Now it had become a place where outlawed Extinctionists did deals with desperate Irish criminals.

 

The world is changing more rapidly now than it ever has before, thought Artemis. And I am helping to change it for the worse.

 

Not a comforting thought, but comfort was not a luxury he expected to enjoy in the near future.

 

Artemis’s cell phone buzzed as an incoming text message arrived, having made its way from Fez to Ireland and back to Morocco.

 

He checked the screen, and a mirthless smile exposed his incisors.

 

The leather souk. Two hours, read the message.

 

Kronski wished to make the exchange in a public place.

 

Apparently the doctor trusts me about as much as I trust him.

 

Smart man.

 

Holly piloted the shuttle as though she were angry with it, slamming the mining craft around bends until its air brakes screamed and its readout needles shot into the red. She wore a flight helmet hardwired directly into the shuttle’s cameras, so a wraparound view of the shuttle was available to her at all times; she could even choose a remote view beamed to the shuttle from the tunnel’s various cameras. This particular stretch of tunnel saw little traffic, and so the motion-sensitive lights would pop on barely ten yards before the shuttle entered a stretch.

 

Holly tried hard to enjoy the experience of flying and forget everything else. Being a pilot for the LEP was what she had dreamed of since childhood. As she cut yet another corner with inches to spare, and she felt the shuttle strain to its limits in her hands, the tension drained from her body as though absorbed by the craft.

 

Artemis lied to me and blackmailed me, but he did it for his mother. A good reason. Who’s to say that Iwould not have done the same thing myself? If I could have saved my mother, I would have done whatever I needed to do, including manipulate my friends.

 

She could understand what Artemis had done—even though she felt it was unnecessary—but that did not mean she could forgive him just yet.

 

And how could she forget it?
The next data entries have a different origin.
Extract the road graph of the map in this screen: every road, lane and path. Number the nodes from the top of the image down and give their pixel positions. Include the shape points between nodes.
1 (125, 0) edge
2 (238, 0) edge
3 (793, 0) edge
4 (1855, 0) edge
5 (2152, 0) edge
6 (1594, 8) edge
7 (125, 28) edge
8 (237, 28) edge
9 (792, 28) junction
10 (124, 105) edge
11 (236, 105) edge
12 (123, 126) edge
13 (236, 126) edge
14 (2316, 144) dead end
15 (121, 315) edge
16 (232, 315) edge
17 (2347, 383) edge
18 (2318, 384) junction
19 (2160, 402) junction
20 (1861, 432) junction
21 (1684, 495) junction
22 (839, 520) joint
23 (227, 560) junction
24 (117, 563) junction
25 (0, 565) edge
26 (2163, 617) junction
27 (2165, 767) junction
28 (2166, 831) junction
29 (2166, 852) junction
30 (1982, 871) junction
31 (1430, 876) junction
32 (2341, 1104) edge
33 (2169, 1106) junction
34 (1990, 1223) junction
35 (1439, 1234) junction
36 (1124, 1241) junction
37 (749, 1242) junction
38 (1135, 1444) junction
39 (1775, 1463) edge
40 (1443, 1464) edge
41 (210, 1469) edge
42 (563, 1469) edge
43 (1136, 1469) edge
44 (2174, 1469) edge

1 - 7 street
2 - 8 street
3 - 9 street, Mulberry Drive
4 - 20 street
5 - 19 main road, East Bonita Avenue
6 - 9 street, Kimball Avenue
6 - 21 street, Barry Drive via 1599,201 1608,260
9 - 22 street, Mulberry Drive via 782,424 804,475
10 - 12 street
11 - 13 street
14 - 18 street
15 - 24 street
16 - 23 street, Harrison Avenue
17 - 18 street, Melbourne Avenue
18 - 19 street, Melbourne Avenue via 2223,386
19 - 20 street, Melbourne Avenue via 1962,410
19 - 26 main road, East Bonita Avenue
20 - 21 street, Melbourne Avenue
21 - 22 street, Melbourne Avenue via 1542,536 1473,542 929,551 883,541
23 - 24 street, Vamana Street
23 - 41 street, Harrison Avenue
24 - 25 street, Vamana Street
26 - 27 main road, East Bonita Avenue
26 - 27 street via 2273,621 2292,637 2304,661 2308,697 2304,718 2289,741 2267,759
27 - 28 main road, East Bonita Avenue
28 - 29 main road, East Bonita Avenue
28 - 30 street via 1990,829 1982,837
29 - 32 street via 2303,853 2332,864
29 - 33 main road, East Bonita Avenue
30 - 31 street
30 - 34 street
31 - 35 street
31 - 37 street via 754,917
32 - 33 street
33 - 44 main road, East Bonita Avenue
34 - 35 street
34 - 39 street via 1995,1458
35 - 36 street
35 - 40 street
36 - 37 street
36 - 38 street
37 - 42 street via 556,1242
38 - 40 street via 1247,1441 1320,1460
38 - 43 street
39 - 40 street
It felt as though she had completely misjudged their friendship.

 

That won’t happen again.

 

One thing that Holly was certain of—the most she and Artemis could ever have now was what they had always had: grudging respect.

 

Holly patched into the passenger-seat bubble-cam on the shuttle ceiling and was gratified to see Artemis clutching the armrests on his seat. Perhaps it was the camera feed, perhaps his face was actually green.

 

You blew it, Mud Boy, thought Holly, and then: I hope it’s your face and not the feed.

 

There was a natural vent in the Moroccan desert south of Agadir, where tunnel gas filtered up through a foot of sand. The only evidence of this was a slight coloration of the sand above the vent, which was quickly dispersed by the winds as soon as the sand reached the surface. Nevertheless, a thousand years of the process had left the dunes with curious red streaks, which the local villagers swore was blood from the victims of Raisuli, a famous twentieth-century bandit. It was highly unlikely that anyone swallowed these claims, least of all the villagers themselves, but it made good reading in the guidebooks and drew visitors to the otherwise unremarkable area.

 

Holly drilled the craft through the vent, sealing the shuttle’s own air filters against the tiny sand particles. She was flying virtually blind with only a three-dimensional model of the vent to navigate by. Luckily it was a short leg of the trip and it took mere seconds for the shuttle to punch through to the African sky. In spite of the craft’s insulated skin, its passengers soon began to feel the heat. Especially Mulch Diggums. Unlike the other fairy families, dwarfs were not surface creatures and did not dream of golden sun on their upturned faces. Anything higher than sea level gave them vertigo.

 

Mulch burped wetly. “This is too high. I don’t like this. Hot, too darned hot. I need to go to the bathroom. For what, I’m not sure exactly. Just don’t follow me in there. Whatever you hear, don’t come in.”